The words should feel like threat, like every declaration I’ve spoken before—sharp-edged promises drenched in power. But they don’t. Not this time. The sound of them surprises even me. They are vow. Blood-deep. Unshakable.

Damian quiets, just a fraction, as though he hears me. My chest constricts, unprepared for the force of it.

Karmia watches through half-lidded eyes, her body trembling, face pale with exhaustion. But I see the shine of tears, the curve of a smile. For this moment, there is no empire, no Bratva, no war waiting beyond these walls. There is only us—the three of us—bound by something no enemy can touch.

Yet in the same breath, shadow curls through the reverence. He is love, yes. But he is also empire. Legacy carved into flesh and bone. The line that will not break.

I hold him closer, my vow ringing in my chest like a tolling bell. Damian Sharov. My son. My heir. My future.

God help the man who ever tries to take him from me.

At last, when the storm of the child’s arrival stills, I turn back to her.

Karmia lies against the pillows, her skin pale, almost translucent in the lamplight. Her chest rises weakly, each breath shallow, fragile, as though even air costs her more than she has left. Her lips are cracked and dry, but when her eyes flutter open, she finds me.

“Rostya,” she breathes, the sound faint, half a ghost of a word. Then her lashes lower, and exhaustion pulls her under.

The sound of my name from her lips twists something inside me I cannot name. Not victory. Not conquest. Something deeper, more dangerous.

I look down at the child in my arms. Damian stirs, his small mouth open in soft protest, his fists clenched tight.
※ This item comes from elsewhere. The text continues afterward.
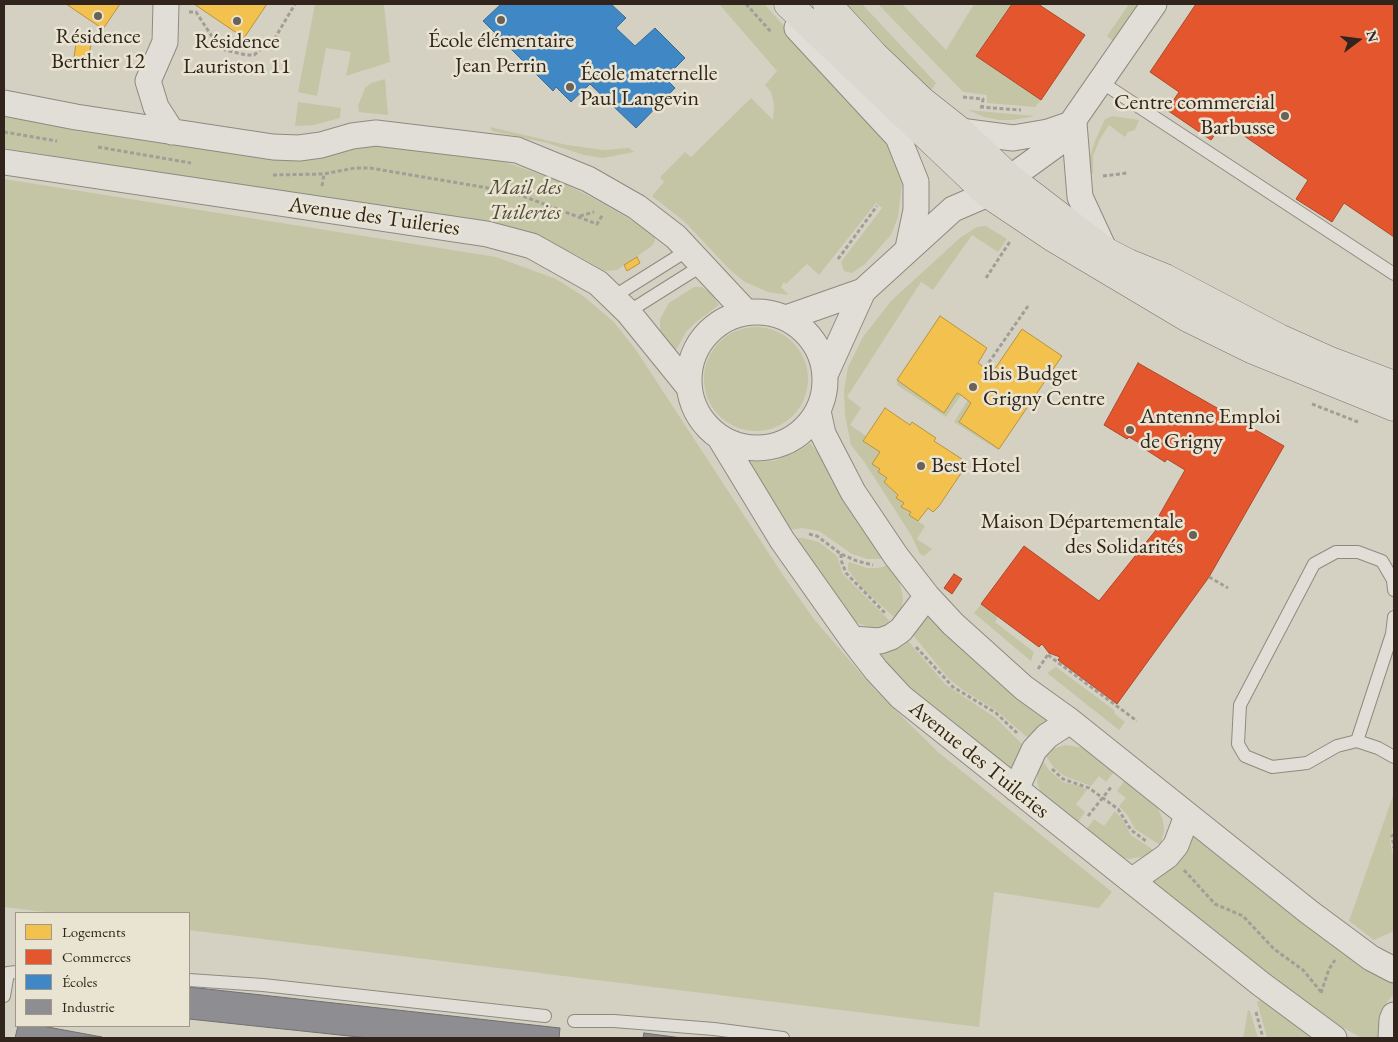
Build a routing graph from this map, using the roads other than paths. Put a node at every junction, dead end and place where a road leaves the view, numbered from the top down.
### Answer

I move toward the cradle—a piece of furniture carved with old wood and older promise—and lower him into it as if I am setting down a crown. My heir. My future. My blood. He quiets there, swaddled in blankets finer than most men will ever touch.

My eyes are already back on her. As though leaving her side for even a second is unbearable, I return. The chair scrapes the floor as I pull it close to the bed, sitting where I can see the weak flutter of her pulse at her throat. My hand hovers, then lowers, brushing damp strands of hair from her forehead.
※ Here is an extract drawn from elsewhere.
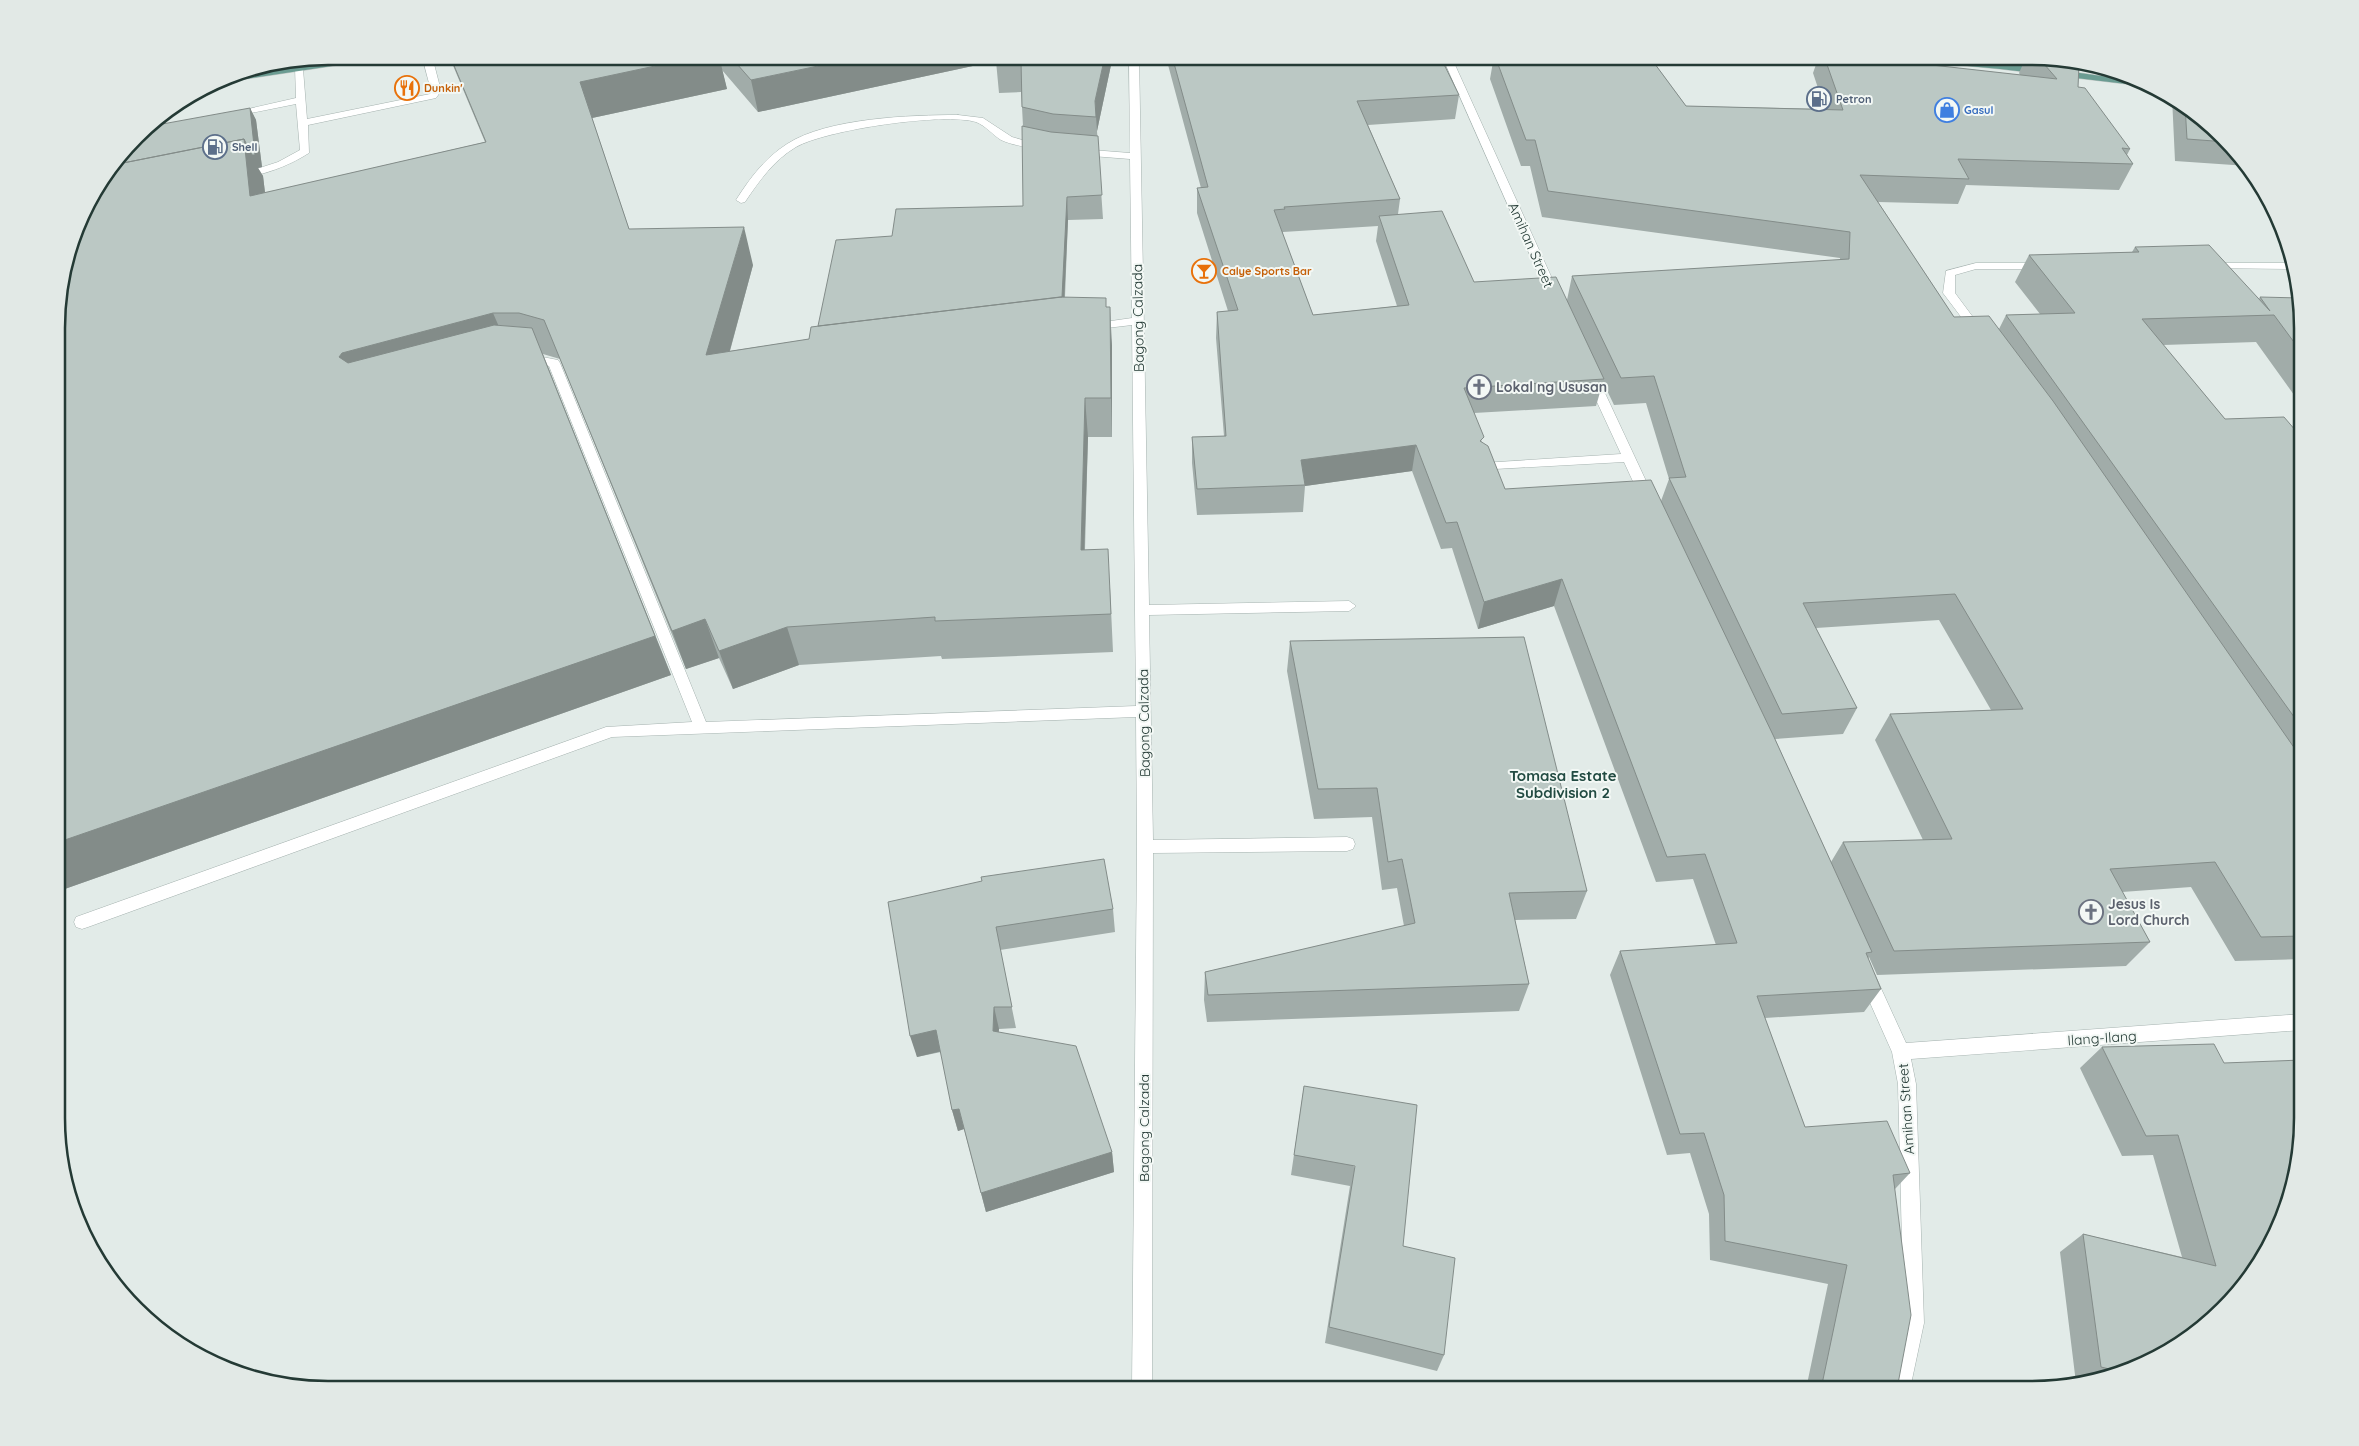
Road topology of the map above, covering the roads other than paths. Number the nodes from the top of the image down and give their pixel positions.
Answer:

I bend and press my lips there, gentle, tender, so unlike the man I am. For once, the blood on my hands feels irrelevant,erased by the heat of her skin. This is what matters. This woman. This child. Everything else—the empire, the wars, the endless weight of my name—feels distant, shadows against the flame of this room.

I settle into the chair, body rigid but unmoving, every muscle strung tight. I do not pace, I do not command, I do not strike. I watch. My eyes never leave her, sharp as any blade I’ve ever held. The estate outside breathes in silence: guards at their posts, engines cooling, the city beyond asleep.
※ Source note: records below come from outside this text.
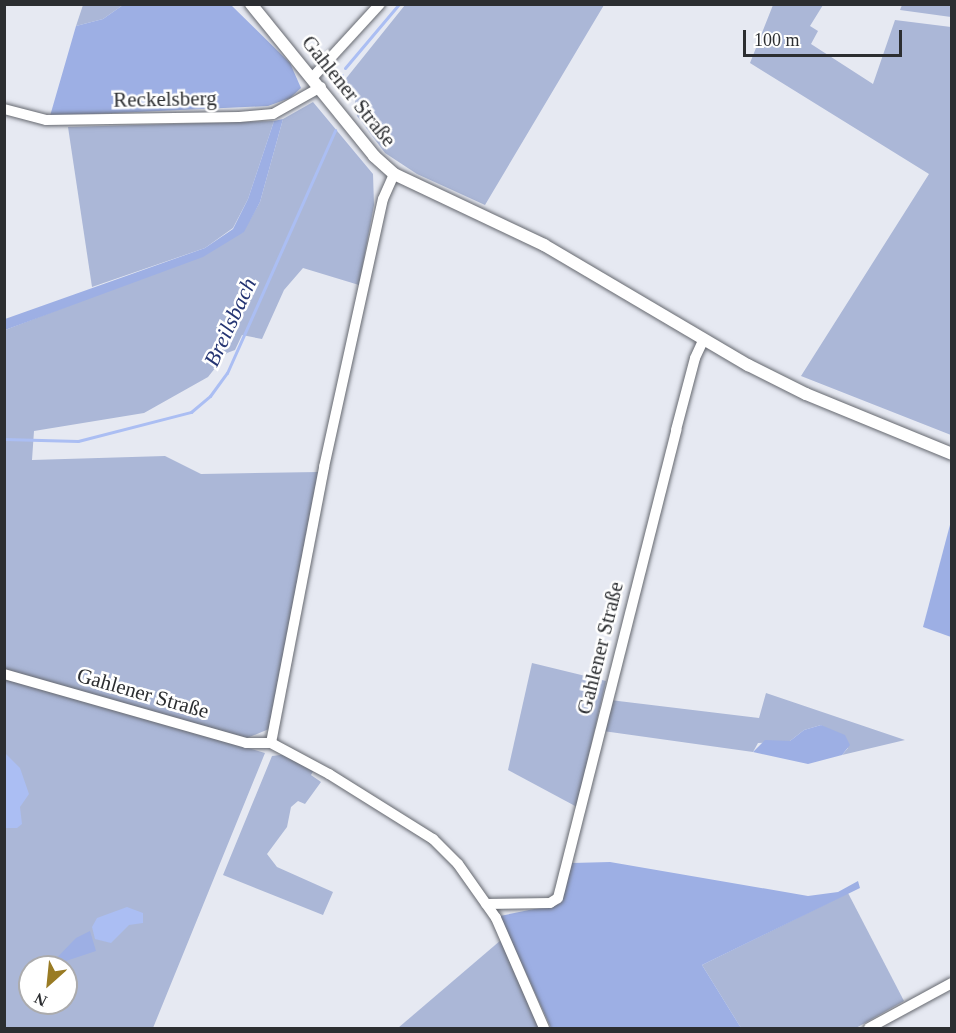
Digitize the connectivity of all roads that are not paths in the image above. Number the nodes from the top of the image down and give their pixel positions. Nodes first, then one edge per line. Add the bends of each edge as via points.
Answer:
1 (251, 4) edge
2 (380, 4) edge
3 (317, 82) junction
4 (4, 109) edge
5 (394, 174) junction
6 (704, 339) junction
7 (951, 454) edge
8 (4, 674) edge
9 (272, 743) junction
10 (486, 904) junction
11 (951, 983) edge
12 (544, 1029) edge
13 (869, 1029) edge

1 - 3 street, Gahlener Straße
2 - 3 street, Reckelsberg
3 - 4 street, Reckelsberg via 273,114 239,117 46,120
3 - 5 street, Gahlener Straße via 374,156
5 - 6 street, Gahlener Straße via 544,245
5 - 9 street, Gahlener Straße via 383,199 324,467
6 - 7 street, Gahlener Straße via 806,394
6 - 10 street, Gahlener Straße via 687,389 558,898 550,903
8 - 9 street, Gahlener Straße via 246,743
9 - 10 street, Gahlener Straße via 330,774 433,840 458,864
10 - 12 street, Gahlener Straße via 508,941
11 - 13 street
Inside me, everything has changed.

I will never admit it aloud—not to my men, not to my brother, not even to myself when dawn comes—but the truth coils through me with the certainty of steel: Rostya Sharov has been remade tonight.

From this moment on, I am not only Bratva king. I am a man who has something more dangerous than power. I am a man with everything to lose.

The soft cries of Damian echo from the cradle, high and insistent, filling the room like a reminder. My son. My heir. My blood.

I look from the cradle to Karmia’s pale, sleeping face, my chest heavy with something I can neither command nor kill. My eyes burn, sleepless, with determination.

Empire. War. Blood. All of it pales beside this room.

The king of the Bratva sits at a woman’s bedside, the sound of his child’s cries in the air. He is something else. A father. A man bound by a vow no blade could ever break.